The problem.
Copy each line below as written, but skip the pictures.

Records supplied.
---------------
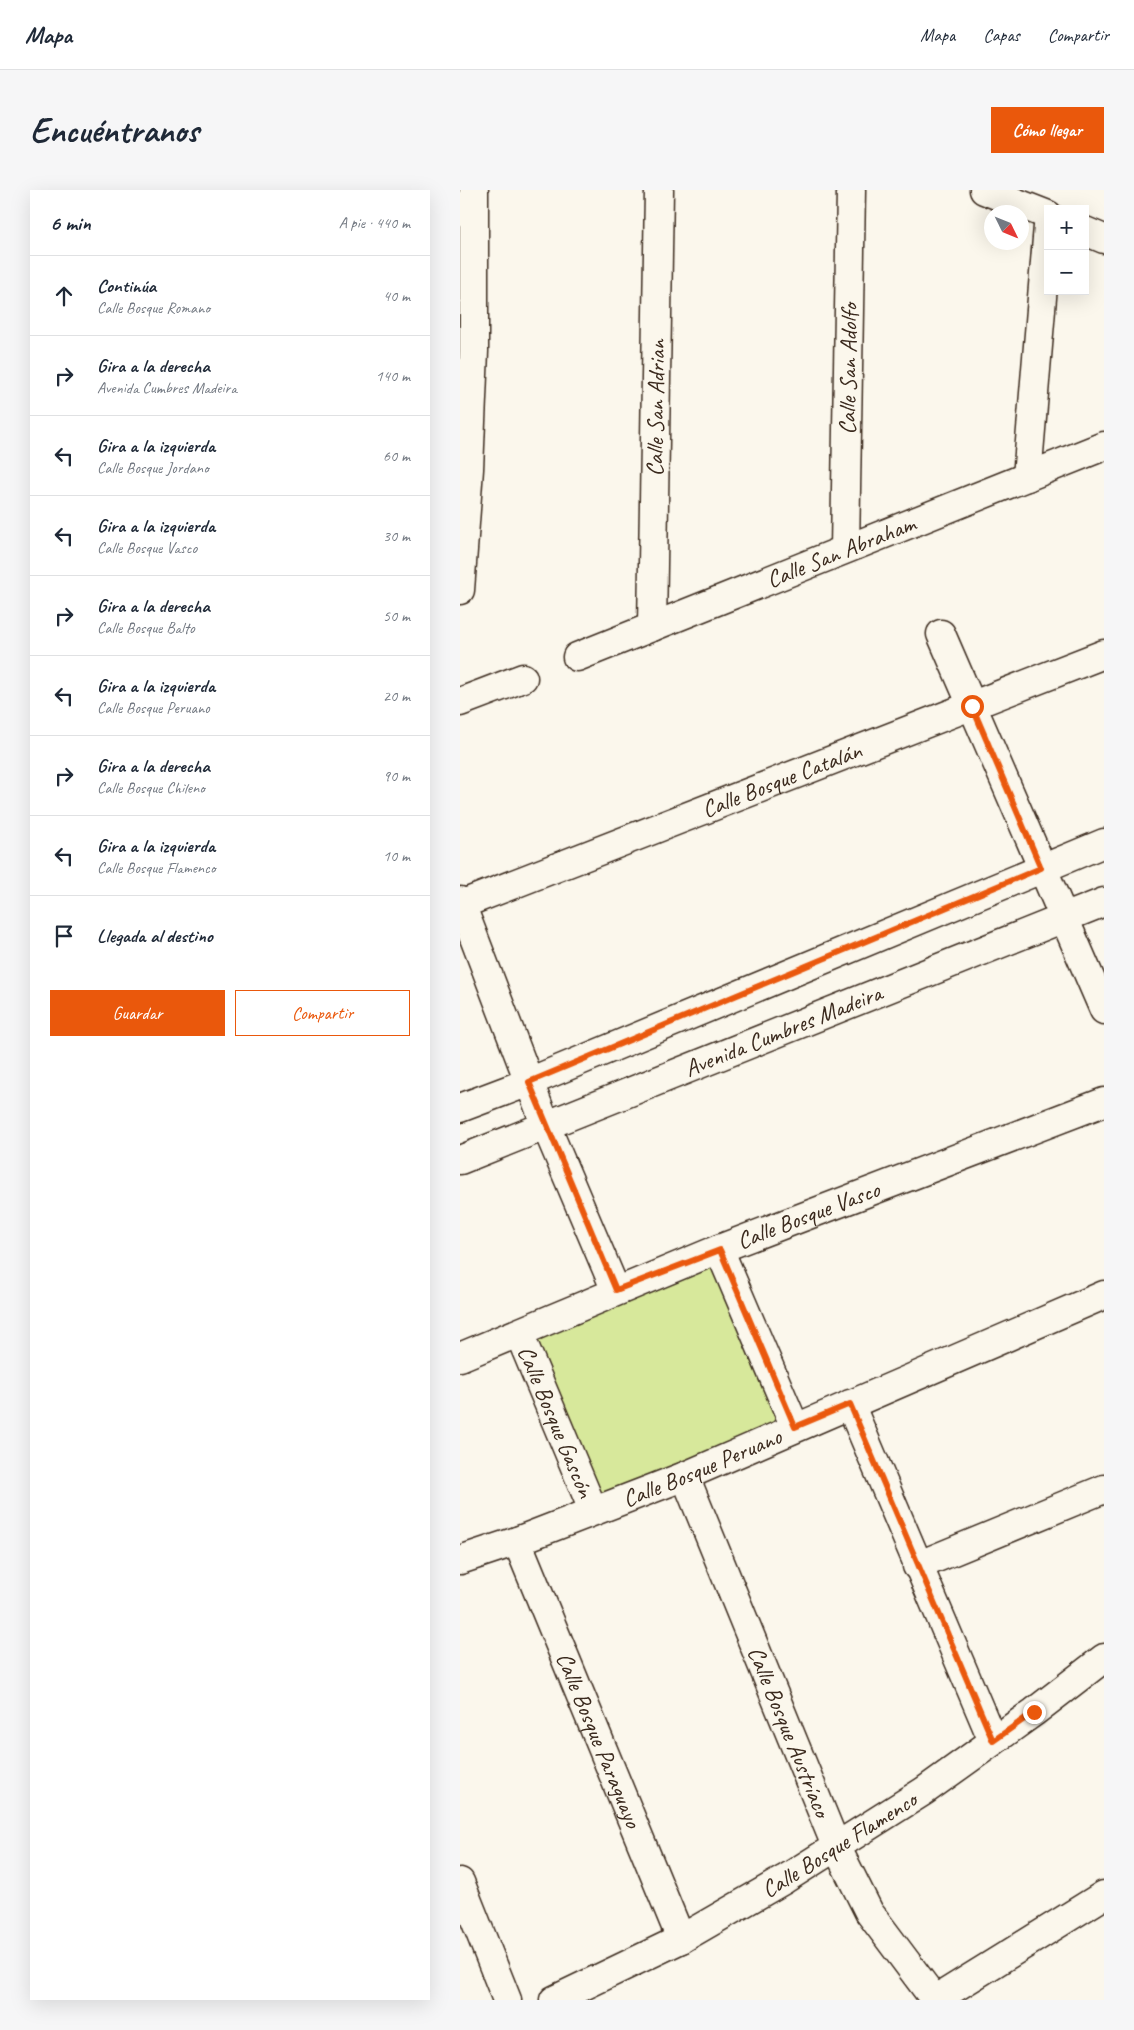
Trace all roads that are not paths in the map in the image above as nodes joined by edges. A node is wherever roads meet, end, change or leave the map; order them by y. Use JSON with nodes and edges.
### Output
{"nodes":[{"id":1,"x":474,"y":190,"type":"edge"},
{"id":2,"x":659,"y":190,"type":"edge"},
{"id":3,"x":851,"y":190,"type":"edge"},
{"id":4,"x":984,"y":190,"type":"edge"},
{"id":5,"x":1044,"y":213,"type":"edge"},
{"id":6,"x":1089,"y":233,"type":"edge"},
{"id":7,"x":1104,"y":240,"type":"edge"},
{"id":8,"x":1046,"y":250,"type":"edge"},
{"id":9,"x":1104,"y":446,"type":"edge"},
{"id":10,"x":1027,"y":477,"type":"junction"},
{"id":11,"x":844,"y":549,"type":"junction"},
{"id":12,"x":460,"y":590,"type":"edge"},
{"id":13,"x":652,"y":626,"type":"junction"},
{"id":14,"x":941,"y":634,"type":"dead end"},
{"id":15,"x":1104,"y":654,"type":"edge"},
{"id":16,"x":578,"y":657,"type":"dead end"},
{"id":17,"x":523,"y":678,"type":"dead end"},
{"id":18,"x":460,"y":702,"type":"edge"},
{"id":19,"x":972,"y":706,"type":"junction"},
{"id":20,"x":1104,"y":843,"type":"edge"},
{"id":21,"x":1041,"y":868,"type":"junction"},
{"id":22,"x":1104,"y":902,"type":"edge"},
{"id":23,"x":460,"y":904,"type":"edge"},
{"id":24,"x":1063,"y":918,"type":"junction"},
{"id":25,"x":1104,"y":1010,"type":"edge"},
{"id":26,"x":529,"y":1082,"type":"junction"},
{"id":27,"x":1104,"y":1102,"type":"edge"},
{"id":28,"x":460,"y":1108,"type":"edge"},
{"id":29,"x":546,"y":1126,"type":"junction"},
{"id":30,"x":460,"y":1160,"type":"edge"},
{"id":31,"x":720,"y":1250,"type":"junction"},
{"id":32,"x":616,"y":1290,"type":"junction"},
{"id":33,"x":1104,"y":1296,"type":"edge"},
{"id":34,"x":519,"y":1333,"type":"junction"},
{"id":35,"x":460,"y":1356,"type":"edge"},
{"id":36,"x":850,"y":1404,"type":"junction"},
{"id":37,"x":795,"y":1427,"type":"junction"},
{"id":38,"x":685,"y":1476,"type":"junction"},
{"id":39,"x":1104,"y":1489,"type":"edge"},
{"id":40,"x":593,"y":1510,"type":"junction"},
{"id":41,"x":517,"y":1541,"type":"junction"},
{"id":42,"x":460,"y":1560,"type":"edge"},
{"id":43,"x":917,"y":1566,"type":"junction"},
{"id":44,"x":1104,"y":1658,"type":"edge"},
{"id":45,"x":993,"y":1741,"type":"junction"},
{"id":46,"x":836,"y":1846,"type":"junction"},
{"id":47,"x":460,"y":1882,"type":"edge"},
{"id":48,"x":1102,"y":1900,"type":"edge"},
{"id":49,"x":681,"y":1939,"type":"junction"},
{"id":50,"x":507,"y":2000,"type":"edge"},
{"id":51,"x":554,"y":2000,"type":"edge"},
{"id":52,"x":935,"y":2000,"type":"edge"}],
"edges":[{"from":1,"to":12,"type":"street"},
{"from":2,"to":13,"type":"street","name":"Calle San Adrian"},
{"from":3,"to":11,"type":"street","name":"Calle San Adolfo"},
{"from":4,"to":5,"type":"street"},
{"from":6,"to":7,"type":"street"},
{"from":8,"to":10,"type":"street"},
{"from":9,"to":10,"type":"street","name":"Calle San Abraham"},
{"from":10,"to":11,"type":"street","name":"Calle San Abraham"},
{"from":11,"to":13,"type":"street","name":"Calle San Abraham"},
{"from":13,"to":16,"type":"street","name":"Calle San Abraham"},
{"from":14,"to":19,"type":"street"},
{"from":15,"to":19,"type":"street","name":"Calle Bosque Catalán"},
{"from":17,"to":18,"type":"street"},
{"from":19,"to":21,"type":"street"},
{"from":19,"to":23,"type":"street","name":"Calle Bosque Catalán"},
{"from":20,"to":21,"type":"street","name":"Avenida Cumbres Madeira"},
{"from":21,"to":24,"type":"street"},
{"from":21,"to":26,"type":"street","name":"Avenida Cumbres Madeira"},
{"from":22,"to":24,"type":"street","name":"Avenida Cumbres Madeira"},
{"from":23,"to":26,"type":"street"},
{"from":24,"to":25,"type":"street"},
{"from":24,"to":29,"type":"street","name":"Avenida Cumbres Madeira"},
{"from":26,"to":28,"type":"street","name":"Avenida Cumbres Madeira"},
{"from":26,"to":29,"type":"street"},
{"from":27,"to":31,"type":"street","name":"Calle Bosque Vasco"},
{"from":29,"to":30,"type":"street","name":"Avenida Cumbres Madeira"},
{"from":29,"to":32,"type":"street"},
{"from":31,"to":32,"type":"street","name":"Calle Bosque Vasco"},
{"from":31,"to":37,"type":"street"},
{"from":32,"to":34,"type":"street","name":"Calle Bosque Vasco"},
{"from":33,"to":36,"type":"street","name":"Calle Bosque Peruano"},
{"from":34,"to":35,"type":"street","name":"Calle Bosque Vasco"},
{"from":34,"to":40,"type":"street","name":"Calle Bosque Gascón"},
{"from":36,"to":37,"type":"street","name":"Calle Bosque Peruano"},
{"from":36,"to":43,"type":"street"},
{"from":37,"to":38,"type":"street","name":"Calle Bosque Peruano"},
{"from":38,"to":40,"type":"street","name":"Calle Bosque Peruano"},
{"from":38,"to":46,"type":"street","name":"Calle Bosque Austríaco"},
{"from":39,"to":43,"type":"street"},
{"from":40,"to":41,"type":"street","name":"Calle Bosque Peruano"},
{"from":41,"to":42,"type":"street","name":"Calle Bosque Peruano"},
{"from":41,"to":49,"type":"street","name":"Calle Bosque Paraguayo"},
{"from":43,"to":45,"type":"street"},
{"from":44,"to":45,"type":"street","name":"Calle Bosque Flamenco"},
{"from":45,"to":46,"type":"street","name":"Calle Bosque Flamenco"},
{"from":46,"to":49,"type":"street","name":"Calle Bosque Flamenco"},
{"from":46,"to":52,"type":"street","name":"Calle Bosque Austríaco"},
{"from":47,"to":50,"type":"street"},
{"from":48,"to":52,"type":"street"},
{"from":49,"to":51,"type":"street","name":"Calle Bosque Flamenco"}]}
---------------
Answer below.
Trace all roads that are not paths in the map in the image above as nodes joined by edges. A node is wherever roads meet, end, change or leave the map; order them by y. Use JSON with nodes and edges.
### Output
{"nodes":[{"id":1,"x":474,"y":190,"type":"edge"},
{"id":2,"x":659,"y":190,"type":"edge"},
{"id":3,"x":851,"y":190,"type":"edge"},
{"id":4,"x":984,"y":190,"type":"edge"},
{"id":5,"x":1044,"y":213,"type":"edge"},
{"id":6,"x":1089,"y":233,"type":"edge"},
{"id":7,"x":1104,"y":240,"type":"edge"},
{"id":8,"x":1046,"y":250,"type":"edge"},
{"id":9,"x":1104,"y":446,"type":"edge"},
{"id":10,"x":1027,"y":477,"type":"junction"},
{"id":11,"x":844,"y":549,"type":"junction"},
{"id":12,"x":460,"y":590,"type":"edge"},
{"id":13,"x":652,"y":626,"type":"junction"},
{"id":14,"x":941,"y":634,"type":"dead end"},
{"id":15,"x":1104,"y":654,"type":"edge"},
{"id":16,"x":578,"y":657,"type":"dead end"},
{"id":17,"x":523,"y":678,"type":"dead end"},
{"id":18,"x":460,"y":702,"type":"edge"},
{"id":19,"x":972,"y":706,"type":"junction"},
{"id":20,"x":1104,"y":843,"type":"edge"},
{"id":21,"x":1041,"y":868,"type":"junction"},
{"id":22,"x":1104,"y":902,"type":"edge"},
{"id":23,"x":460,"y":904,"type":"edge"},
{"id":24,"x":1063,"y":918,"type":"junction"},
{"id":25,"x":1104,"y":1010,"type":"edge"},
{"id":26,"x":529,"y":1082,"type":"junction"},
{"id":27,"x":1104,"y":1102,"type":"edge"},
{"id":28,"x":460,"y":1108,"type":"edge"},
{"id":29,"x":546,"y":1126,"type":"junction"},
{"id":30,"x":460,"y":1160,"type":"edge"},
{"id":31,"x":720,"y":1250,"type":"junction"},
{"id":32,"x":616,"y":1290,"type":"junction"},
{"id":33,"x":1104,"y":1296,"type":"edge"},
{"id":34,"x":519,"y":1333,"type":"junction"},
{"id":35,"x":460,"y":1356,"type":"edge"},
{"id":36,"x":850,"y":1404,"type":"junction"},
{"id":37,"x":795,"y":1427,"type":"junction"},
{"id":38,"x":685,"y":1476,"type":"junction"},
{"id":39,"x":1104,"y":1489,"type":"edge"},
{"id":40,"x":593,"y":1510,"type":"junction"},
{"id":41,"x":517,"y":1541,"type":"junction"},
{"id":42,"x":460,"y":1560,"type":"edge"},
{"id":43,"x":917,"y":1566,"type":"junction"},
{"id":44,"x":1104,"y":1658,"type":"edge"},
{"id":45,"x":993,"y":1741,"type":"junction"},
{"id":46,"x":836,"y":1846,"type":"junction"},
{"id":47,"x":460,"y":1882,"type":"edge"},
{"id":48,"x":1102,"y":1900,"type":"edge"},
{"id":49,"x":681,"y":1939,"type":"junction"},
{"id":50,"x":507,"y":2000,"type":"edge"},
{"id":51,"x":554,"y":2000,"type":"edge"},
{"id":52,"x":935,"y":2000,"type":"edge"}],
"edges":[{"from":1,"to":12,"type":"street"},
{"from":2,"to":13,"type":"street","name":"Calle San Adrian"},
{"from":3,"to":11,"type":"street","name":"Calle San Adolfo"},
{"from":4,"to":5,"type":"street"},
{"from":6,"to":7,"type":"street"},
{"from":8,"to":10,"type":"street"},
{"from":9,"to":10,"type":"street","name":"Calle San Abraham"},
{"from":10,"to":11,"type":"street","name":"Calle San Abraham"},
{"from":11,"to":13,"type":"street","name":"Calle San Abraham"},
{"from":13,"to":16,"type":"street","name":"Calle San Abraham"},
{"from":14,"to":19,"type":"street"},
{"from":15,"to":19,"type":"street","name":"Calle Bosque Catalán"},
{"from":17,"to":18,"type":"street"},
{"from":19,"to":21,"type":"street"},
{"from":19,"to":23,"type":"street","name":"Calle Bosque Catalán"},
{"from":20,"to":21,"type":"street","name":"Avenida Cumbres Madeira"},
{"from":21,"to":24,"type":"street"},
{"from":21,"to":26,"type":"street","name":"Avenida Cumbres Madeira"},
{"from":22,"to":24,"type":"street","name":"Avenida Cumbres Madeira"},
{"from":23,"to":26,"type":"street"},
{"from":24,"to":25,"type":"street"},
{"from":24,"to":29,"type":"street","name":"Avenida Cumbres Madeira"},
{"from":26,"to":28,"type":"street","name":"Avenida Cumbres Madeira"},
{"from":26,"to":29,"type":"street"},
{"from":27,"to":31,"type":"street","name":"Calle Bosque Vasco"},
{"from":29,"to":30,"type":"street","name":"Avenida Cumbres Madeira"},
{"from":29,"to":32,"type":"street"},
{"from":31,"to":32,"type":"street","name":"Calle Bosque Vasco"},
{"from":31,"to":37,"type":"street"},
{"from":32,"to":34,"type":"street","name":"Calle Bosque Vasco"},
{"from":33,"to":36,"type":"street","name":"Calle Bosque Peruano"},
{"from":34,"to":35,"type":"street","name":"Calle Bosque Vasco"},
{"from":34,"to":40,"type":"street","name":"Calle Bosque Gascón"},
{"from":36,"to":37,"type":"street","name":"Calle Bosque Peruano"},
{"from":36,"to":43,"type":"street"},
{"from":37,"to":38,"type":"street","name":"Calle Bosque Peruano"},
{"from":38,"to":40,"type":"street","name":"Calle Bosque Peruano"},
{"from":38,"to":46,"type":"street","name":"Calle Bosque Austríaco"},
{"from":39,"to":43,"type":"street"},
{"from":40,"to":41,"type":"street","name":"Calle Bosque Peruano"},
{"from":41,"to":42,"type":"street","name":"Calle Bosque Peruano"},
{"from":41,"to":49,"type":"street","name":"Calle Bosque Paraguayo"},
{"from":43,"to":45,"type":"street"},
{"from":44,"to":45,"type":"street","name":"Calle Bosque Flamenco"},
{"from":45,"to":46,"type":"street","name":"Calle Bosque Flamenco"},
{"from":46,"to":49,"type":"street","name":"Calle Bosque Flamenco"},
{"from":46,"to":52,"type":"street","name":"Calle Bosque Austríaco"},
{"from":47,"to":50,"type":"street"},
{"from":48,"to":52,"type":"street"},
{"from":49,"to":51,"type":"street","name":"Calle Bosque Flamenco"}]}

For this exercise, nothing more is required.